I would recommend method #2, as it is likely (depending on the application) that you will have far more clients than you will servers. By having the server send out a beacon, you only send one packet every so often, rather than one packet for each client.
The other benefit of this method, is that it makes it easier for the clients to determine when a new server becomes available, or when an existing server leaves the network, as they don't have to maintain a connection to each server, or keep polling each server, to find out.
Both are equally viable methods.
The argument for method #1 would be that in normal principle, clients initiate requests, and servers listen and respond to them.
The argument for method #2 would be that the point of multicast is so that one host can send a packet and it can be received by many clients (one-to-many), so it's meant to be the reverse of #1.
OK, as I think about this I'm actually drawn to #2, server-initiated beacon. The problem with #1 is that let's say clients broadcast beacons, and they hook up with the server, but the server either goes offline or changes its IP address.

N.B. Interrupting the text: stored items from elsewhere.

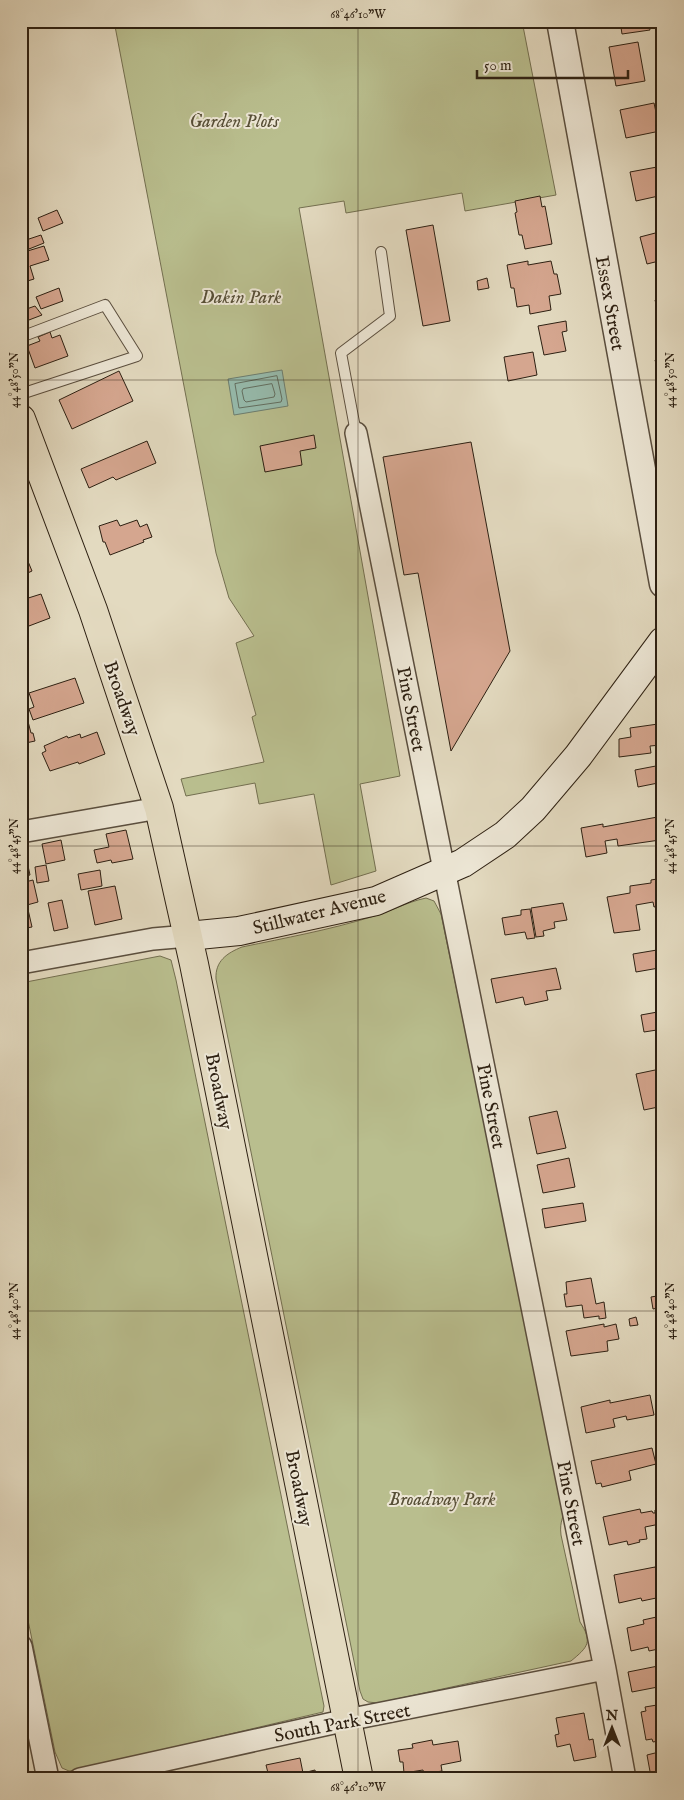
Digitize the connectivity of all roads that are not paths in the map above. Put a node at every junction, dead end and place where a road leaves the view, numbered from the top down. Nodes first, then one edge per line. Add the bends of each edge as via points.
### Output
1 (560, 21) edge
2 (380, 252) dead end
3 (21, 337) edge
4 (21, 394) edge
5 (21, 419) edge
6 (356, 433) joint
7 (663, 584) edge
8 (663, 641) edge
9 (160, 808) junction
10 (21, 832) edge
11 (444, 872) junction
12 (188, 936) junction
13 (21, 963) edge
14 (21, 1646) edge
15 (605, 1669) junction
16 (347, 1720) junction
17 (48, 1779) edge
18 (80, 1779) edge
19 (359, 1779) edge
20 (625, 1779) edge

1 - 7 street, Essex Street
2 - 6 lane via 390,316 341,353
3 - 4 lane via 105,305 137,356
5 - 9 main road, Broadway via 93,610
6 - 11 street, Pine Street
8 - 11 main road, Stillwater Avenue via 578,756 533,809 505,835
9 - 10 street
9 - 12 main road, Broadway
11 - 12 main road, Stillwater Avenue via 376,901 239,931
11 - 15 street, Pine Street
12 - 13 street, Stillwater Avenue via 153,939
12 - 16 main road, Broadway
14 - 17 street
15 - 16 street, South Park Street
15 - 20 street, Pine Street
16 - 18 street, South Park Street
16 - 19 main road, Broadway

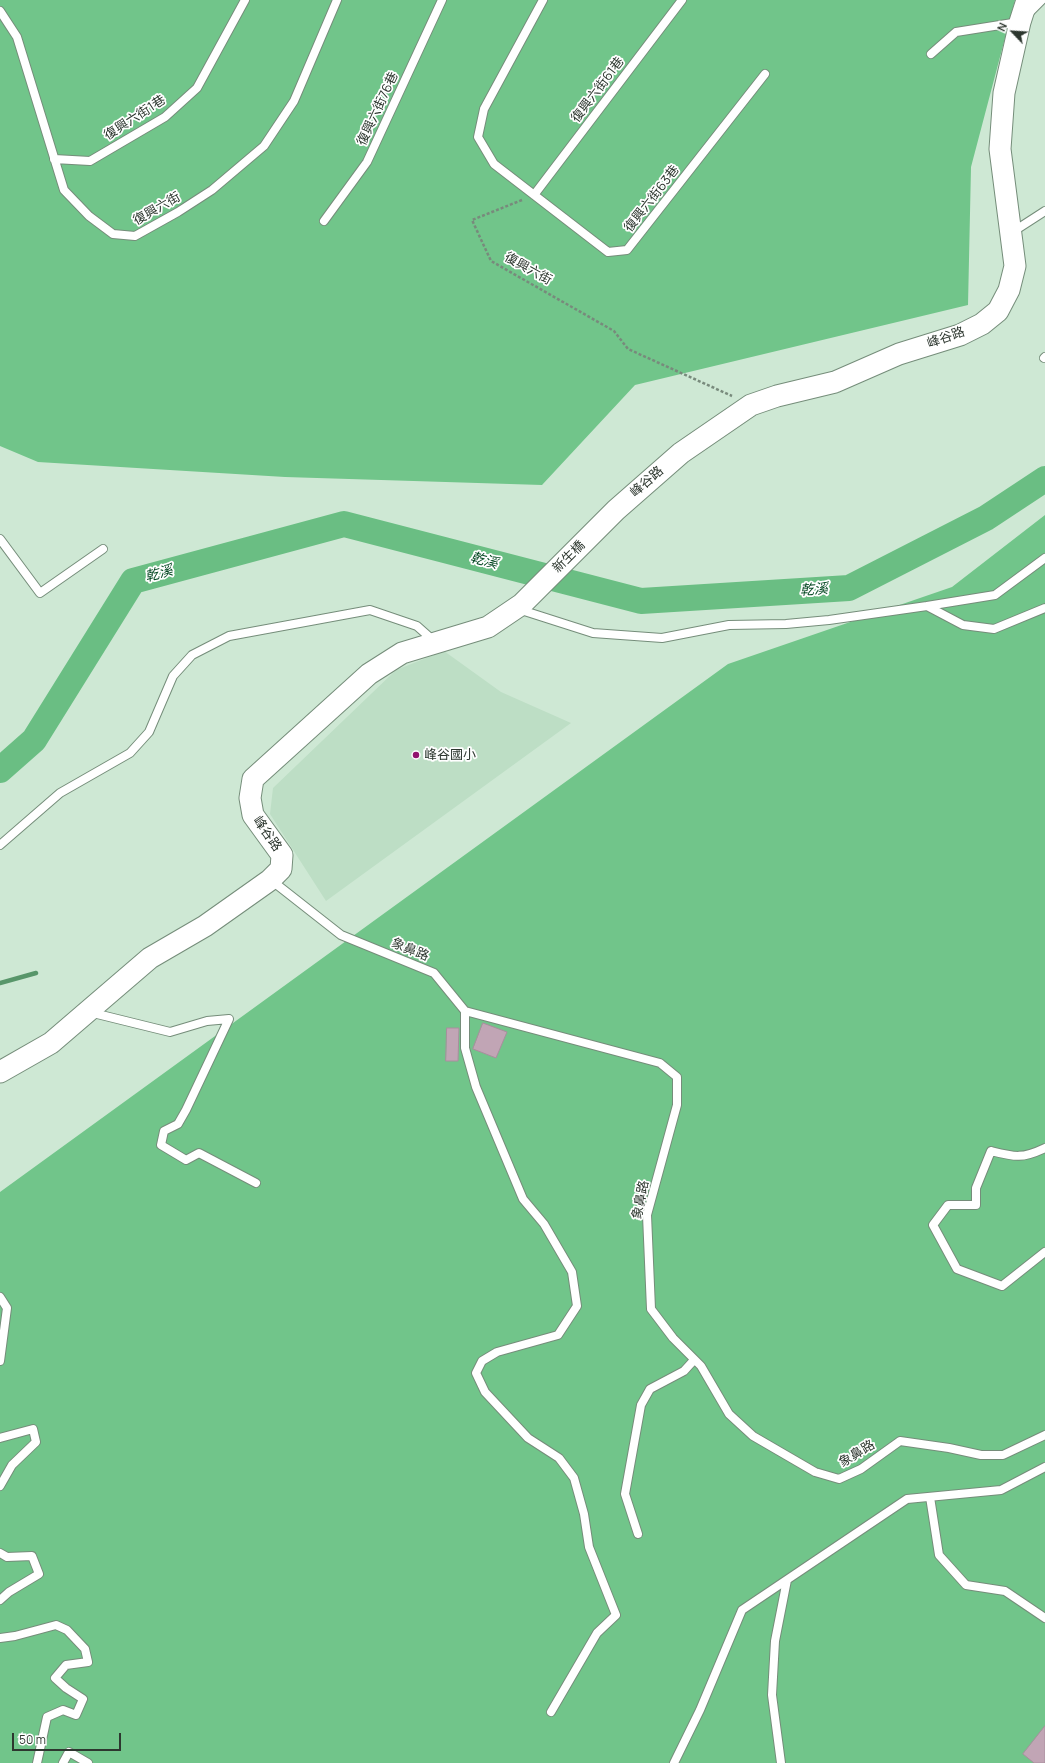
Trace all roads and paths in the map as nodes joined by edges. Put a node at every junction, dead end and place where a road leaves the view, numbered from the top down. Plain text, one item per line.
1 (245, 0) edge
2 (337, 0) edge
3 (442, 0) edge
4 (543, 0) edge
5 (682, 0) edge
6 (1027, 0) edge
7 (1042, 0) edge
8 (0, 11) edge
9 (1020, 22) junction
10 (931, 54) dead end
11 (765, 74) dead end
12 (54, 159) junction
13 (534, 195) junction
14 (1045, 211) edge
15 (324, 221) dead end
16 (1011, 233) junction
17 (751, 405) junction
18 (616, 510) joint
19 (0, 539) edge
20 (103, 549) dead end
21 (1045, 558) edge
22 (519, 606) junction
23 (926, 606) junction
24 (1045, 608) edge
25 (436, 642) junction
26 (0, 845) edge
27 (270, 880) junction
28 (87, 1011) junction
29 (465, 1011) junction
30 (0, 1072) edge
31 (1045, 1148) edge
32 (256, 1183) dead end
33 (1045, 1252) edge
34 (0, 1297) edge
35 (694, 1360) junction
36 (0, 1361) edge
37 (1045, 1435) edge
38 (0, 1438) edge
39 (1045, 1467) edge
40 (0, 1486) edge
41 (930, 1497) junction
42 (638, 1534) dead end
43 (0, 1553) edge
44 (787, 1580) junction
45 (0, 1600) edge
46 (1045, 1618) edge
47 (0, 1638) edge
48 (551, 1712) dead end
49 (37, 1763) edge
50 (63, 1763) edge
51 (88, 1763) edge
52 (674, 1763) edge
53 (780, 1763) edge

1 - 12 lane, 復興六街1巷
2 - 12 lane, 復興六街
3 - 15 lane, 復興六街76巷
4 - 13 lane
5 - 13 lane, 復興六街61巷
6 - 9 street, 峰谷路
7 - 9 lane
8 - 12 lane, 復興六街
9 - 10 lane
9 - 16 street, 峰谷路
11 - 13 lane, 復興六街63巷
13 - 17 path, 復興六街
14 - 16 lane
16 - 17 street, 峰谷路
17 - 18 street, 峰谷路
18 - 22 street, 新生橋
19 - 20 lane
21 - 23 lane
22 - 23 lane
22 - 25 street, 峰谷路
23 - 24 lane
25 - 26 lane
25 - 27 street, 峰谷路
27 - 28 street, 峰谷路
27 - 29 lane, 象鼻路
28 - 30 street, 峰谷路
28 - 32 lane
29 - 35 lane, 象鼻路
29 - 48 lane
31 - 33 lane
34 - 36 lane
35 - 37 lane, 象鼻路
35 - 42 lane
38 - 40 lane
39 - 41 lane
41 - 44 lane
41 - 46 lane
43 - 45 lane
44 - 52 lane
44 - 53 lane
47 - 49 lane
50 - 51 lane

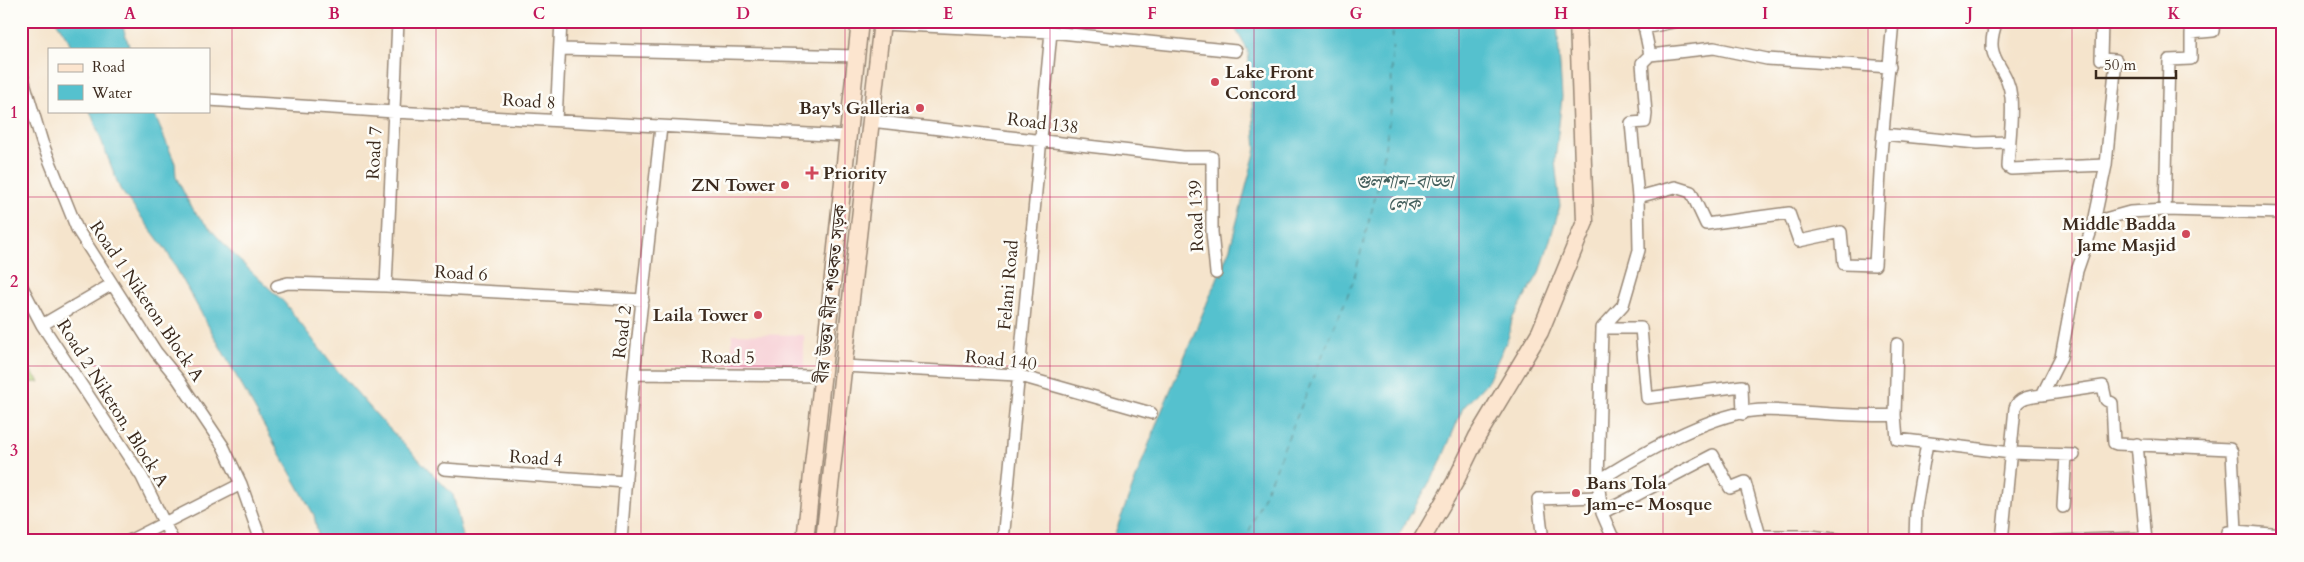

When the server is back up and sends its first beacon, all the clients will be notified at the same time to reconnect, and your entire system is back up immediately. With #1, all of the clients would have to individually realize that the server is gone, and they would all start multicasting at the same time, until connected back with the server. If you had 1000 clients and 1 server your network load would literally be 1000x greater than method #2.
I know these messages are most likely small, and 1000 packets at a time is nothing to a UDP network, but just from a design standpoint #2 feels better.
Edit: I feel like I'm developing a split-personality disorder here, but just thought of a powerful point of why #1 would be an advantage... If you ever wanted to implement some sort of natural load balancing or scaling with multiple servers, design #1 works well for this. That way the first "available" server can respond to the client's beacon and connect to it, as opposed to #2 where all the clients jump to the beaconing server.
Your option #2 has a big limitation in that it assumes that the server can communicate more or less directly with every possible client. Depending on the exact network architecture of your operational system, this may not be the case. For example, you may be depending that all routers and VPN software and WANs and NATs and whatever other things people connect networks together with, can actually handle the multicast beacon packets.
With #1, you are assuming that the clients can send a UDP packet to the server. This is an entirely reasonable expectation, especially considering the very next thing the client will do is make a TCP connection to the same server.
If the server goes down and the client wants to find out when it's back up, be sure to use exponential backoff otherwise you will take the network down with a packet storm someday!